Following last year’s decision by the New York Bar that all newly qualified attorneys should provide at least 50 hours of Pro Bono, there is a question how firms might best be able to provide this and maintain profitability in other areas.

Early in 2013, NetLaw Media tweeted an article by Flora McQueen in the UK Guardian, asking if the UK should pass a similar regulation to boost access to justice now that Legal Aid provision is being rationed.

The low cost access to justice movement is constrained by resources, and yet some argue that this very constraint has meant they have had to innovate far more than incumbent, profitable law firms.

The argument is that ‘necessity is the mother of invention’ and the lack of revenue requires not-for-profit and public service legal services to think – and do – differently. (It also helps that there are few established millionaires in their upper ranks who benefit from the status quo.)

This suggests that firms who are looking to boost their pro bono should consider very carefully whether there are new ways of working that are more suitable for nonprofit work in their firms. In the UK, Law Works can provide advice and experience, and similar organisations exist worldwide (see the International Bar Association pro bono site for example).

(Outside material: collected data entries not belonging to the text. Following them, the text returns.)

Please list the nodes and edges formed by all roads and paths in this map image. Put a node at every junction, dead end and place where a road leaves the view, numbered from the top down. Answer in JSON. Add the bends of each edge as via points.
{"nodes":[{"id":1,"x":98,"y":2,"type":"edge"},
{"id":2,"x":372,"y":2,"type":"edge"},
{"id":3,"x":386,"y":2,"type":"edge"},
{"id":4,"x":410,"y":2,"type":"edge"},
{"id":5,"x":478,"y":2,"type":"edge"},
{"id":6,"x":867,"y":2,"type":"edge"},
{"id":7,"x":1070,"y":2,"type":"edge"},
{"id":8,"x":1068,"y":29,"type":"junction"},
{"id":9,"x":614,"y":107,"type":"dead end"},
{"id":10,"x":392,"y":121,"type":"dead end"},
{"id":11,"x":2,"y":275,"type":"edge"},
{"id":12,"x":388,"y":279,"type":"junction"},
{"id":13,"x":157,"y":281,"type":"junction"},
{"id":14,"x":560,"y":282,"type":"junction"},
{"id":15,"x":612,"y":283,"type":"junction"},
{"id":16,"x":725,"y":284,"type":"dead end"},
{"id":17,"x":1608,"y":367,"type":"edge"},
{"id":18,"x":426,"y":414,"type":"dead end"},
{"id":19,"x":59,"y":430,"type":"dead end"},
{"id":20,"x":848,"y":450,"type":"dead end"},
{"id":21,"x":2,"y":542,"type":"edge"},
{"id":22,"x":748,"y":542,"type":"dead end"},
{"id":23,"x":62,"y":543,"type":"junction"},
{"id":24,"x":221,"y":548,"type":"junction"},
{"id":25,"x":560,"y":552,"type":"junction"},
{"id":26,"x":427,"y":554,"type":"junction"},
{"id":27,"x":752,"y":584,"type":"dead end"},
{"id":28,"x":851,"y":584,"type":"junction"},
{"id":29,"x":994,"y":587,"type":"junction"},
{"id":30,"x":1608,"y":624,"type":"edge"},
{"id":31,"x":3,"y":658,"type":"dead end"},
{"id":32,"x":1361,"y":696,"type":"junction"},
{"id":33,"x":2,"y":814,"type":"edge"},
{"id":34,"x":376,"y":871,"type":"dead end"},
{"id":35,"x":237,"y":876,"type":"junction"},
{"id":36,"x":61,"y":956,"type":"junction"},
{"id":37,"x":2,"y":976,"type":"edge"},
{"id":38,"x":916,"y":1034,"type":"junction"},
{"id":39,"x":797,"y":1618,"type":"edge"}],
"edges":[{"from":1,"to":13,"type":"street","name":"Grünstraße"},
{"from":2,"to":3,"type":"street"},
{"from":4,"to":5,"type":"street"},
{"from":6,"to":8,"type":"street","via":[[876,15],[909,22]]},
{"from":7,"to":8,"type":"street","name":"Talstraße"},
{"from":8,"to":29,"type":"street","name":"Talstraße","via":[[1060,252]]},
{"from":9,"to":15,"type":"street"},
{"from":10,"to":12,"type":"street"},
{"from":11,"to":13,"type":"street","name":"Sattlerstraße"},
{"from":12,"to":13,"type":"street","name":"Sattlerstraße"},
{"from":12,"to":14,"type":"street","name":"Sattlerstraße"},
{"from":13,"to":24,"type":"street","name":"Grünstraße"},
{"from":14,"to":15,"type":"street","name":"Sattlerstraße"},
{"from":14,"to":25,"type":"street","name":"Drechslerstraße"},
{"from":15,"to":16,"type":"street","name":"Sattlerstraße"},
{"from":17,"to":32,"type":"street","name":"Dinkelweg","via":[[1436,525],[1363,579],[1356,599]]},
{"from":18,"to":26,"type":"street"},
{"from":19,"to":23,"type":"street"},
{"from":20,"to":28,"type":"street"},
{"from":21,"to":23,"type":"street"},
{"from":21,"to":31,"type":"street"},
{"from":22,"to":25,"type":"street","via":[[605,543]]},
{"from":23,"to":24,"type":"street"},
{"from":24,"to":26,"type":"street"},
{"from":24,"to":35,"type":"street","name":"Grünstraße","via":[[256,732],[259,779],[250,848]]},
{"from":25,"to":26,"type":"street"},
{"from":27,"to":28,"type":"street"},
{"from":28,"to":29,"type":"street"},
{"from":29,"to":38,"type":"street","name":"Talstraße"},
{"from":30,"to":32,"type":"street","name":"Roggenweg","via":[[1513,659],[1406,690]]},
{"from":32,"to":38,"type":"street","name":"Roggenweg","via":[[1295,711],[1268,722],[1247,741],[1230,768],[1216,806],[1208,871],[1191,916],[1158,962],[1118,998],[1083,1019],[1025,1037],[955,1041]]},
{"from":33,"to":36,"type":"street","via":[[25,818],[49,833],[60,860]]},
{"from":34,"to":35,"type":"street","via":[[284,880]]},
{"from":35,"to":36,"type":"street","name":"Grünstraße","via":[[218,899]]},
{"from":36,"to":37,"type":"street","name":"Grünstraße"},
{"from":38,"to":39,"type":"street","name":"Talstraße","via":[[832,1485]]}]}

An area that should expand is to tap into the recent rise of the online workforce – called ‘Crowdsourcing’, represented most famously by Amazon’s Mechanical Turk service, which claims to have 500,000 workers at its disposal. A lesser known, but arguably more used service is provided by CAPTCHA, those little pieces of distorted text that are easy (normally) for humans to decipher, but very hard for computers to recognise – such is the brilliance of the human brain. It’s perhaps not widely known that each CAPTCHA code represents a tiny slice of a digitised book, and every word submitted by a human goes towards storing an electronic version of a scanned physical book or manuscript. Thus the whole internet has helped convert humanity’s knowledge – without even knowing it.

There are concerns about Amazon Mechanical Turk, not least the quality of work product available from the anonymous online mass market, and other entrepreneurs are starting more controlled, targeted offerings which allow two-way feedback and workers benefits. It is possible to target groups – perhaps only graduates, or computer scientists, or lawyers. A recent article on New Scientist titled ‘Crowdsourcing grows up’ ends with the question ‘what if you could have 5 minutes with the top people in your field?’ Via an online service.

So perhaps in the very near future we will see a combination of crowdsourcing to drive down the costs of human labour on complex tasks, being exploited by the innovators in the pro bono and not-for-profit. The technology exists, and the various international groups already help coordinate and match people with pro bono requests. All it will take is a small step to break down the work and distribute it for processing before recombining the results, making use of the vast pool of human talent to open up access to the law to those least able to affords it.

I expect that innovation to open up legal tasks to a crowdsource model, and driving down the cost of human tasks in legal analysis will come from outside the large established law firms. Those with least to gain from the existing high barriers to entry are unlikely to drive this down – and their clients will almost certainly feel uncomfortable with knowing their information is being potentially shredded into millions of pieces and distributed abound the globe in tiny chunks for thousands of anonymous workers to analyse. But those with no other option have fewer quibbles – beggars can’t be choosers after all – and if it is this option or nothing, I suspect there’s a market.
Who will be first?

Does anyone already do this? Leave a comment if you are aware of efforts in this area. For example, I believe there is a lot of innovation in Canada in the legal access sector, and likewise I wouldn’t be surprised if someone in India wasn’t already ahead of the game.